### Exercise instructions
Output exactly the lines of the listing below that run from the line with "index tip: (149, 282)" through the line with "thumb ip: (335, 220)". No pictures.

Segment Open

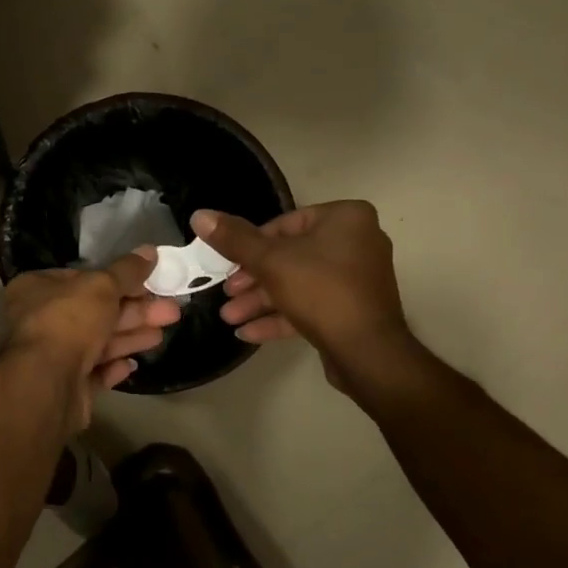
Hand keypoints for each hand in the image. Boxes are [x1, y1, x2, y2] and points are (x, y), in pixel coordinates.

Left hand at [3, 250, 181, 428]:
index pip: (82, 278)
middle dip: (134, 311)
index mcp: (37, 288)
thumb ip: (127, 270)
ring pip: (97, 342)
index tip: (149, 282)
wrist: (47, 384)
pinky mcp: (65, 386)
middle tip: (170, 310)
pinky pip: (93, 372)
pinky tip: (132, 363)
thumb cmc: (69, 321)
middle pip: (95, 311)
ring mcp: (51, 356)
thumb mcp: (102, 285)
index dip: (117, 279)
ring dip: (130, 336)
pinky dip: (113, 366)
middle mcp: (40, 320)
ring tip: (162, 334)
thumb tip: (150, 251)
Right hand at [194, 202, 420, 393]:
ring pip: (298, 284)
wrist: (367, 352)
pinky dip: (282, 316)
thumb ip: (234, 239)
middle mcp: (357, 242)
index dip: (251, 245)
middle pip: (290, 256)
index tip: (228, 265)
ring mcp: (357, 279)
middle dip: (253, 280)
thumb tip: (200, 215)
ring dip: (262, 301)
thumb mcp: (269, 261)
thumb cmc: (320, 291)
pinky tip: (248, 333)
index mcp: (345, 219)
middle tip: (226, 294)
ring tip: (230, 317)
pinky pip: (312, 306)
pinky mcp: (353, 310)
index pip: (286, 224)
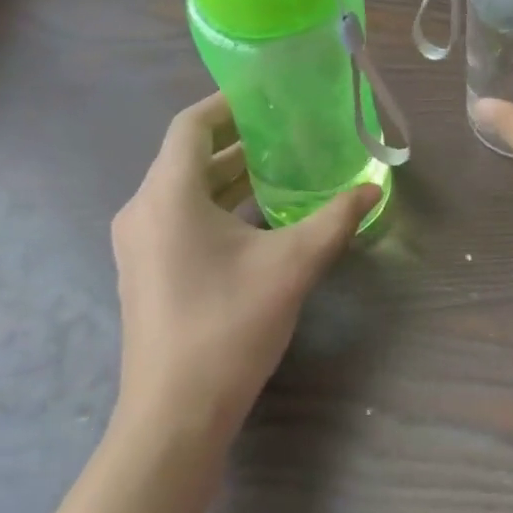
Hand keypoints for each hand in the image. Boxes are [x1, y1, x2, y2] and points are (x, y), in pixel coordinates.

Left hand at [110, 94, 379, 442]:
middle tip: (287, 132)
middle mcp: (143, 210)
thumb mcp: (292, 266)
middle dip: (237, 141)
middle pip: (188, 156)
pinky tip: (259, 219)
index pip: (191, 125)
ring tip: (281, 169)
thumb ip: (335, 220)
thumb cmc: (228, 326)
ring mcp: (139, 244)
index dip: (227, 104)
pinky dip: (216, 206)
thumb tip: (373, 190)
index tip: (267, 96)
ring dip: (229, 175)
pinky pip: (180, 218)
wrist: (174, 415)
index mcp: (167, 195)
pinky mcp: (146, 271)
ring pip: (185, 189)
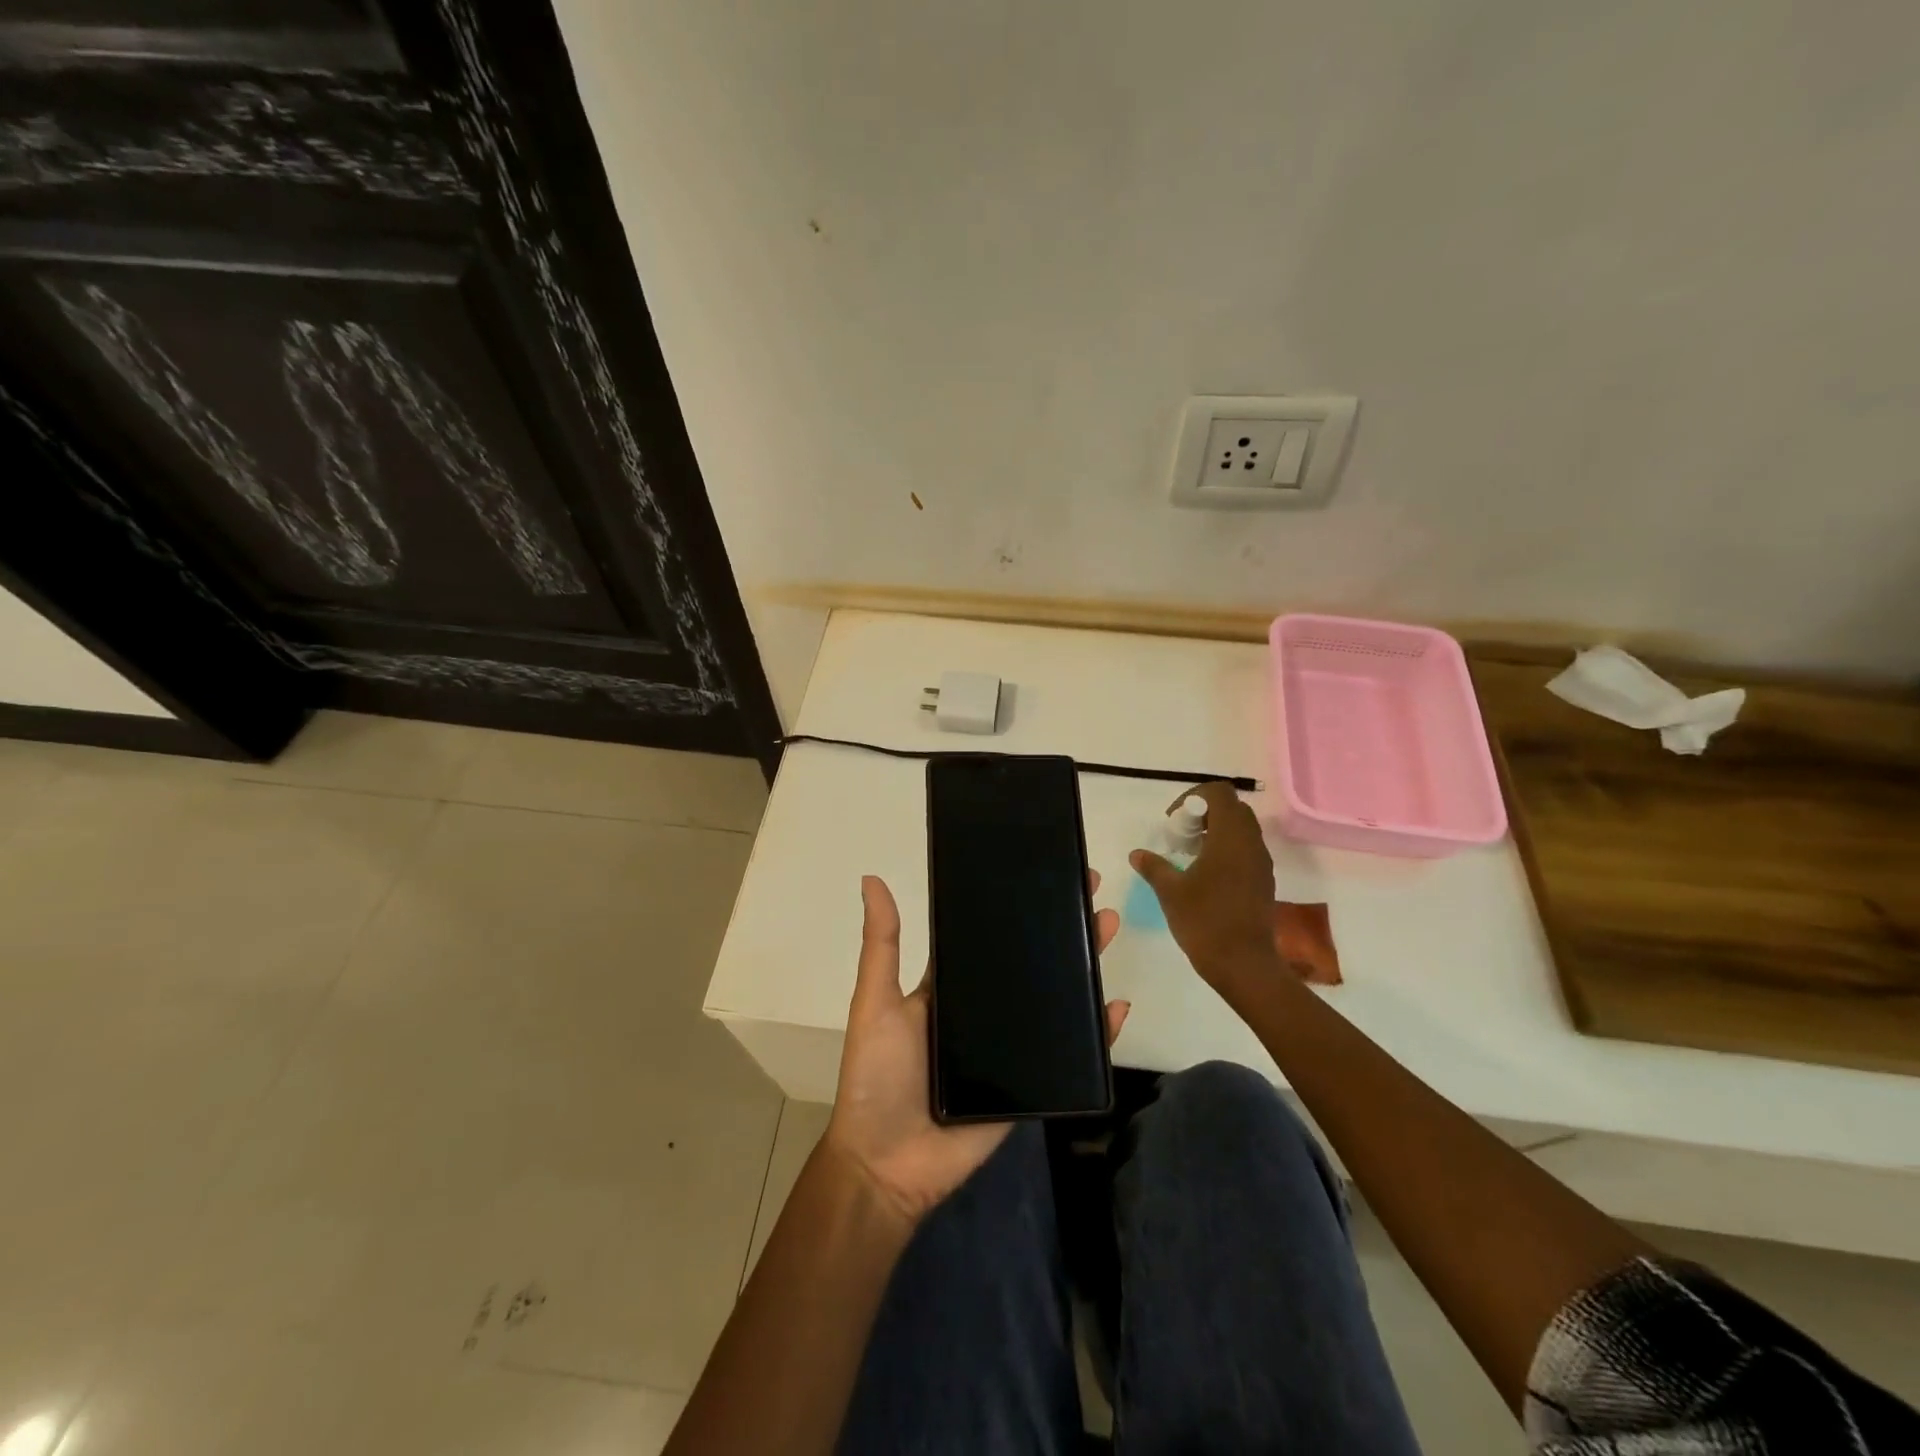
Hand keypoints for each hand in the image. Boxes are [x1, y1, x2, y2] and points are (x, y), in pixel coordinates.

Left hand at [824, 873, 1126, 1229]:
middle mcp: (983, 1011)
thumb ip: (881, 944)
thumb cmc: (877, 1076)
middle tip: (1090, 890)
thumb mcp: (875, 1001)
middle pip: (1030, 962)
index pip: (989, 936)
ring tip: (1106, 927)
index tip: (1044, 873)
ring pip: (1056, 999)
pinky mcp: (1030, 1084)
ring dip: (1083, 965)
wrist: (887, 1166)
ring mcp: (1009, 1048)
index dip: (1016, 906)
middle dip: (1061, 927)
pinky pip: (1069, 1054)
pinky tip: (1116, 1006)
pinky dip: (1095, 1032)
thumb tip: (871, 879)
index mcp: (950, 987)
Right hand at [1130, 781, 1282, 999]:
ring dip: (1216, 831)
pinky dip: (1226, 850)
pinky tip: (1206, 875)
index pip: (1219, 793)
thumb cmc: (1205, 921)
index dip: (1194, 797)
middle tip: (1181, 834)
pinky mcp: (1263, 881)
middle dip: (1204, 813)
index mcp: (1230, 838)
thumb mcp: (1171, 892)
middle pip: (1232, 808)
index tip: (1175, 820)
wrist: (1244, 965)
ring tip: (1190, 854)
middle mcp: (1251, 844)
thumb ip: (1154, 867)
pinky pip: (1246, 850)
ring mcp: (1261, 863)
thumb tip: (1137, 854)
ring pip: (1241, 829)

Segment Closed

### Result of the task
index tip: (149, 282)
wrist: (47, 384)
pinky mcp: (65, 386)
middle tip: (170, 310)
pinky pip: (93, 372)
pinky tip: (132, 363)
thumb cmc: (69, 321)
middle pip: (95, 311)
ring mcp: (51, 356)
thumb mcp: (102, 285)
index dip: (117, 279)
ring dip: (130, 336)
pinky dip: (113, 366)
middle mcp: (40, 320)
ring tip: (162, 334)
thumb tip: (150, 251)
Right hand at [194, 202, 420, 393]:
ring pip: (298, 284)
wrist: (367, 352)
pinky dip: (282, 316)
thumb ip: (234, 239)
middle mcp: (357, 242)
index dip: (251, 245)
middle pip: (290, 256)
index tip: (228, 265)
ring mcp: (357, 279)
middle dip: (253, 280)
thumb tip: (200, 215)
ring dip: (262, 301)
thumb mcp: (269, 261)
thumb cmc: (320, 291)
pinky tip: (248, 333)
index mcp: (345, 219)
middle tip: (226, 294)
ring tip: (230, 317)
pinky pip: (312, 306)
pinky mcp: (353, 310)
index pip: (286, 224)
Hand keypoints for each hand in the image. Boxes are [x1, y1, x2, y2] and points are (x, y), in pixel coordinates.

Left hand at [110, 94, 379, 442]:
middle tip: (287, 132)
middle mcp: (143, 210)
thumb mcp: (292, 266)
middle dip: (237, 141)
middle pip: (188, 156)
pinky tip: (259, 219)
index pip: (191, 125)
ring tip: (281, 169)
thumb ip: (335, 220)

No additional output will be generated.